Construction of the cathedral was probably begun around the year 1000, when a Romanesque structure in brick was built on top of an earlier building from the Roman or early Christian era. 1008 was chosen as the official year of start of construction, with festivities in 2008. The lunette above the entrance portal has a modern mosaic depicting Saint Vicinius wearing a bishop's mitre and holding a chain. The façade remains unfinished. The interior nave is generally austere.

Chapels added to the lateral aisles, include a chapel (1693) dedicated to the Virgin of the Rosary with a 17th-century altarpiece with 14 small paintings depicting the Mysteries of the Rosary. On the left nave is also the chapel of the Sacrament (1555), with a Renaissance-style altar.

The presbytery held entrance to a crypt. The main altar has a 10th-century bas-relief depicting Christ enthroned with St Gabriel and St Michael.
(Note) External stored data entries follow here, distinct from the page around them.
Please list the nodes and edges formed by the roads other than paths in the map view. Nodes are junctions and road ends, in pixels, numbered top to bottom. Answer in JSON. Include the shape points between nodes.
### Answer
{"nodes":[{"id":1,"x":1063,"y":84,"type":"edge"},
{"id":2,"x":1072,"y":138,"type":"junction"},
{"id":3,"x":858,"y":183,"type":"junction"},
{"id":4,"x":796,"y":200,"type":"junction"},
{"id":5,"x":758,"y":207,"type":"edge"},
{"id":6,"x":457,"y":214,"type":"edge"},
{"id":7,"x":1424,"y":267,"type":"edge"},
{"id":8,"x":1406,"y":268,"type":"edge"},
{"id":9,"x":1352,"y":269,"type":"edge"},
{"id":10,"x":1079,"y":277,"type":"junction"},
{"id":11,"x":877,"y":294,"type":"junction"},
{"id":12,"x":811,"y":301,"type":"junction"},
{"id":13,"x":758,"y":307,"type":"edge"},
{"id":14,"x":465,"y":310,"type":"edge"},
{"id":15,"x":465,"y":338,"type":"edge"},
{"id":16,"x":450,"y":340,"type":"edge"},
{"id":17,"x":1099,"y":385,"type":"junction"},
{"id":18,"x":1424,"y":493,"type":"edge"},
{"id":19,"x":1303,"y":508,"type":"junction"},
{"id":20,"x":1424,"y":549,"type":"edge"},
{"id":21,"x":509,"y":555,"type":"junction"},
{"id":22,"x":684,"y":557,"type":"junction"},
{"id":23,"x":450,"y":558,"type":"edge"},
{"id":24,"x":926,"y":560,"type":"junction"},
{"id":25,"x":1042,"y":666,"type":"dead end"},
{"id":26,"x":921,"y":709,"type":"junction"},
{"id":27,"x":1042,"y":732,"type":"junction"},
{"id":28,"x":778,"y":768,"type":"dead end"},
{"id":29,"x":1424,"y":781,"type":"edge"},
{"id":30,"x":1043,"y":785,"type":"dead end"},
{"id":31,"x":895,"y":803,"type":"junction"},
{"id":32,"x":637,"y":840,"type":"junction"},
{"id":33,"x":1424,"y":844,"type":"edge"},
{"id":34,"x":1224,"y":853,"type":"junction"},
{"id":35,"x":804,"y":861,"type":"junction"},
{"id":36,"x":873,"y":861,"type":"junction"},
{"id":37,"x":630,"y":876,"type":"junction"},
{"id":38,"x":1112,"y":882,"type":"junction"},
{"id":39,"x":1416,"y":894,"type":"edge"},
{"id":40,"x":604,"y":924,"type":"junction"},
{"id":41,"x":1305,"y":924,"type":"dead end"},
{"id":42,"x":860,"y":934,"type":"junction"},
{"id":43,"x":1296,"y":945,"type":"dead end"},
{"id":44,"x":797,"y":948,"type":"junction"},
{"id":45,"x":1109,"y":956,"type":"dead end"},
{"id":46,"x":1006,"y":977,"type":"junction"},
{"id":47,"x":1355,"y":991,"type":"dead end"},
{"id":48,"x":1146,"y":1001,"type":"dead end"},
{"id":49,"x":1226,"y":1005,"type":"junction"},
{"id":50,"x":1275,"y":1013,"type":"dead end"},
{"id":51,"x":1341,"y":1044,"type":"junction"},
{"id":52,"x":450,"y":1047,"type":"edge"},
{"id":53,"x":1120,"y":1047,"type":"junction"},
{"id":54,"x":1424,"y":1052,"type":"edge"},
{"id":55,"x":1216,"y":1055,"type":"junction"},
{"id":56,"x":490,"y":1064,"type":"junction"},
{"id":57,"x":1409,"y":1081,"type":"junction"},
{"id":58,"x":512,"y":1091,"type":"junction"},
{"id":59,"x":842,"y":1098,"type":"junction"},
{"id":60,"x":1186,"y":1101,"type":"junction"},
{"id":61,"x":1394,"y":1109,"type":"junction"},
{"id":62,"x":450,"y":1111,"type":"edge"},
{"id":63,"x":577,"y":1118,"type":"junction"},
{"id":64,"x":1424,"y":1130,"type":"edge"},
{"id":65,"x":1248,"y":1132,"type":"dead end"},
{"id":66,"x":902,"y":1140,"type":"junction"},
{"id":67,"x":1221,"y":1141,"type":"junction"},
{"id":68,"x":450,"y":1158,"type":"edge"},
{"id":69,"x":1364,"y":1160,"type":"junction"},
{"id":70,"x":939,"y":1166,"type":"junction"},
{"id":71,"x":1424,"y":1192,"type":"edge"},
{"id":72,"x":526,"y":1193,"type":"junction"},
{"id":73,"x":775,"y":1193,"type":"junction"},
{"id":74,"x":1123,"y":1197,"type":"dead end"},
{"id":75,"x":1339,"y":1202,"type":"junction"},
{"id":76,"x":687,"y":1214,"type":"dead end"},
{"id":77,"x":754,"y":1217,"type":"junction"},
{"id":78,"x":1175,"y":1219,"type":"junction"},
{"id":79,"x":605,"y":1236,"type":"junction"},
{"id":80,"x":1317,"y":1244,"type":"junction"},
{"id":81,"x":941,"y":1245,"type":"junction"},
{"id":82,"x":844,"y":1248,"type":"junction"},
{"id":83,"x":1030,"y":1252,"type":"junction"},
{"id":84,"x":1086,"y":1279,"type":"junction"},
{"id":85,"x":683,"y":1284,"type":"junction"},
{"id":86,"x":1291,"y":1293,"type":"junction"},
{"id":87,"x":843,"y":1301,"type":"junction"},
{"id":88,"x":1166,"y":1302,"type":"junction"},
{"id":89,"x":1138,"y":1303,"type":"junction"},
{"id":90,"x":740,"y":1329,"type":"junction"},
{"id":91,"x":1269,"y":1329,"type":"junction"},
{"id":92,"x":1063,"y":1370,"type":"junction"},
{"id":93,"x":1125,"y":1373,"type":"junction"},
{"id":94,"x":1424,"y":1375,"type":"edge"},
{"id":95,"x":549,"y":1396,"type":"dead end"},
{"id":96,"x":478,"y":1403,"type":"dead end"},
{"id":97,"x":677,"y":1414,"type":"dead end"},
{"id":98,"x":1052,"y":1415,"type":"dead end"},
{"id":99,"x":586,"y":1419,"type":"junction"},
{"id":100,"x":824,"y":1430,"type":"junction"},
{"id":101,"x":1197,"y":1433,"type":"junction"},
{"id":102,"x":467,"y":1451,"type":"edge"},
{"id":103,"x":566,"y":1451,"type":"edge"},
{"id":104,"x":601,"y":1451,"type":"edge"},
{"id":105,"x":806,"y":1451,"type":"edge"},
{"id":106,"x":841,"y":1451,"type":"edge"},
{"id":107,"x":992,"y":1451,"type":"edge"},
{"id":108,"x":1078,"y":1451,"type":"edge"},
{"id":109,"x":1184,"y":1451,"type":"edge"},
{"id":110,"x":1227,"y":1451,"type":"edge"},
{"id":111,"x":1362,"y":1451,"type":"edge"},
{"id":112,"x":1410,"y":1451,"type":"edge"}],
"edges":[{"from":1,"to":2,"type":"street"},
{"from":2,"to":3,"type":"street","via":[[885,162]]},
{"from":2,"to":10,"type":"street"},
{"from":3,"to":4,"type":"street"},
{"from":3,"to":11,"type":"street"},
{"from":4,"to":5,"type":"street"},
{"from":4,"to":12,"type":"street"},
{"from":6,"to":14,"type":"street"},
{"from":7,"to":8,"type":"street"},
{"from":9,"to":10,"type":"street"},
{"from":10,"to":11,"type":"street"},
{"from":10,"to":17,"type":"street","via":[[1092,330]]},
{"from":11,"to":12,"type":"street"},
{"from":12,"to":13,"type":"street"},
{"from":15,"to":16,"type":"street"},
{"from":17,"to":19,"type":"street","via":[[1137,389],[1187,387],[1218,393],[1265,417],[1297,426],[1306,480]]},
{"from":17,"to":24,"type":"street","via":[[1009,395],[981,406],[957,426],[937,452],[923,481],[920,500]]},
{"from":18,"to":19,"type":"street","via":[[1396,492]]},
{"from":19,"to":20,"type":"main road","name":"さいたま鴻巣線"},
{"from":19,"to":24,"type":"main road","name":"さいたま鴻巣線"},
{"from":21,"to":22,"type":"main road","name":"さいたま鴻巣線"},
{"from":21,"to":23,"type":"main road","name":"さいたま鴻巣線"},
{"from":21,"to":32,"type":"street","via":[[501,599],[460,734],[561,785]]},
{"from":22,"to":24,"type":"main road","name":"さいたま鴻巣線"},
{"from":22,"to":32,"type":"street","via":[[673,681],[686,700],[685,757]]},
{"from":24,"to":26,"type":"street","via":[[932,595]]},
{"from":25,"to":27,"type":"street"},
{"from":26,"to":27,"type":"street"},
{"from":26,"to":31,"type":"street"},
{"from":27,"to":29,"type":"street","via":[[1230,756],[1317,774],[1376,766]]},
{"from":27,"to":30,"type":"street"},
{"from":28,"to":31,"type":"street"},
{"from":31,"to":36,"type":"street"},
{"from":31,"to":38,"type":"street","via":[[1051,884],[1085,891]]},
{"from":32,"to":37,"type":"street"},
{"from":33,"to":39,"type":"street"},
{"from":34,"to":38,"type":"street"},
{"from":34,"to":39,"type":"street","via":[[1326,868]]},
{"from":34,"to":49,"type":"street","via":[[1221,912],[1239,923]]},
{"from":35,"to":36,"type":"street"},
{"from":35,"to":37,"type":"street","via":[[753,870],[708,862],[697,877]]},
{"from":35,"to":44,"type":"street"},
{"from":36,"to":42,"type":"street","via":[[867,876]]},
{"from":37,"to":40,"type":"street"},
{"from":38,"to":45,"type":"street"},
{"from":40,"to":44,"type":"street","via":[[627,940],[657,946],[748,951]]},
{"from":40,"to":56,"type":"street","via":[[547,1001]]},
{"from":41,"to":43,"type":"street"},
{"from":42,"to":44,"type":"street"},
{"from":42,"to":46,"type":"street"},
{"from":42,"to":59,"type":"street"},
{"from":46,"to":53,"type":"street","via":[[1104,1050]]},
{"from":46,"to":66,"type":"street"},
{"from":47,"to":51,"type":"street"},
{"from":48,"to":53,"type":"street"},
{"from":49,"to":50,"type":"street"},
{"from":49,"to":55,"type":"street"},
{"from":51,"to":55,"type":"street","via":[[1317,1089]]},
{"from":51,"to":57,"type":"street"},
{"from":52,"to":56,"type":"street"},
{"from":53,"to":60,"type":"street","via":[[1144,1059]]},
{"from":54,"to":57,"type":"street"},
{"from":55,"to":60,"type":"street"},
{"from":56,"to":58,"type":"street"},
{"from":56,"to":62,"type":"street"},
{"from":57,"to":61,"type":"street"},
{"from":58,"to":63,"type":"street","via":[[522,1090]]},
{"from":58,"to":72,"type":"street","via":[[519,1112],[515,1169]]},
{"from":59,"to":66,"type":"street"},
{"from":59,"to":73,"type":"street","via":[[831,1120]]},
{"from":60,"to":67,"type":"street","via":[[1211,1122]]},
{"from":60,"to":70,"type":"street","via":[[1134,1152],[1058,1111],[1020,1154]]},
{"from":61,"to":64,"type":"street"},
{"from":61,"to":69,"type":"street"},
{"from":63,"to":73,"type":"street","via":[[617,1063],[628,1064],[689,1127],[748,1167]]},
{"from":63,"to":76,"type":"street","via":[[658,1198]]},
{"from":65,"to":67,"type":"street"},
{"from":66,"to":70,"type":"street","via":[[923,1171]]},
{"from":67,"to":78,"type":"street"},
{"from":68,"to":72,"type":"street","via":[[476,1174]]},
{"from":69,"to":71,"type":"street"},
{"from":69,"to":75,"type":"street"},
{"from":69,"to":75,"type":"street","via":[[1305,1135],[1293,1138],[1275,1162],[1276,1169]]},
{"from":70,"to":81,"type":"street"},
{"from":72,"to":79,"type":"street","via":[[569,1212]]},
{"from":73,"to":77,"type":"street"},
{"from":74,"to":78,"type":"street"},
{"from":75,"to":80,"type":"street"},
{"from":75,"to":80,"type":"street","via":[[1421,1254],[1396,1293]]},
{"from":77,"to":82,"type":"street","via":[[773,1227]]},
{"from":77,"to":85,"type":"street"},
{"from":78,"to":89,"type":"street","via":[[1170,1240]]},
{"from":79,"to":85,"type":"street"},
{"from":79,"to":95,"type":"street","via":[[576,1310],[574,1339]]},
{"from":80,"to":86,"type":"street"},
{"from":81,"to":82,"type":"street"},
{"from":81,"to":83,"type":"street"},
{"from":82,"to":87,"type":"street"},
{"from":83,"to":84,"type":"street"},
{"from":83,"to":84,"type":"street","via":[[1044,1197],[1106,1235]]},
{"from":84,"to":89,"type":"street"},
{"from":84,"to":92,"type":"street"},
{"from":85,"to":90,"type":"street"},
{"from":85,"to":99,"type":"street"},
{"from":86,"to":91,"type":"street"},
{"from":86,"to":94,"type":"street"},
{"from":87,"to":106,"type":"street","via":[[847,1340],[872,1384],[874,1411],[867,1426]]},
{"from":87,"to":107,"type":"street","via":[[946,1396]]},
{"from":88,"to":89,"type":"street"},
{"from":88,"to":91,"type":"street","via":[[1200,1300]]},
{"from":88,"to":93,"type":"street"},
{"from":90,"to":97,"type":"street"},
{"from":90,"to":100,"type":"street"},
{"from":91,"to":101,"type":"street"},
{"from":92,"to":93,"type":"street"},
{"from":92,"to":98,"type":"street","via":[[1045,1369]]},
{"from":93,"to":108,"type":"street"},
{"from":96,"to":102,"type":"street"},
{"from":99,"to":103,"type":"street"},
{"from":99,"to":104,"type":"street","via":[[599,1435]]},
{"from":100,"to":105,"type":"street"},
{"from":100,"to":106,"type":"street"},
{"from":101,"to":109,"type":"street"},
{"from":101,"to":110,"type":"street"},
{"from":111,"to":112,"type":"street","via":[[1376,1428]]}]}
Among the paintings here are a Visitation by Michele Valbonesi; and Annuciation (18th century) by Mattia de Mare; and finally an 18th-century Madonna and Child with Santa Lucia and the Souls of Purgatory by unknown hands. Near the apse is a canvas depicting the Mass of San Gregorio Magno attributed to Carlo Cignani.

Opening to the nave on the right is the chapel of San Vicinio with elaborate stucco decoration patronized by the bishop Paolo Calbetti in 1755. The altar houses the relics of the saint, while the chains are in the tabernacle. The altarpiece is a Madonna and Child with San Vicinio Crowned by Ippolito Scarsella, also called il Scarsellino. (Note: Previously erroneously attributed to Michele Valbonesi.) Michele Valbonesi painted four votive canvases depicting Miracles of San Vicinio along the walls.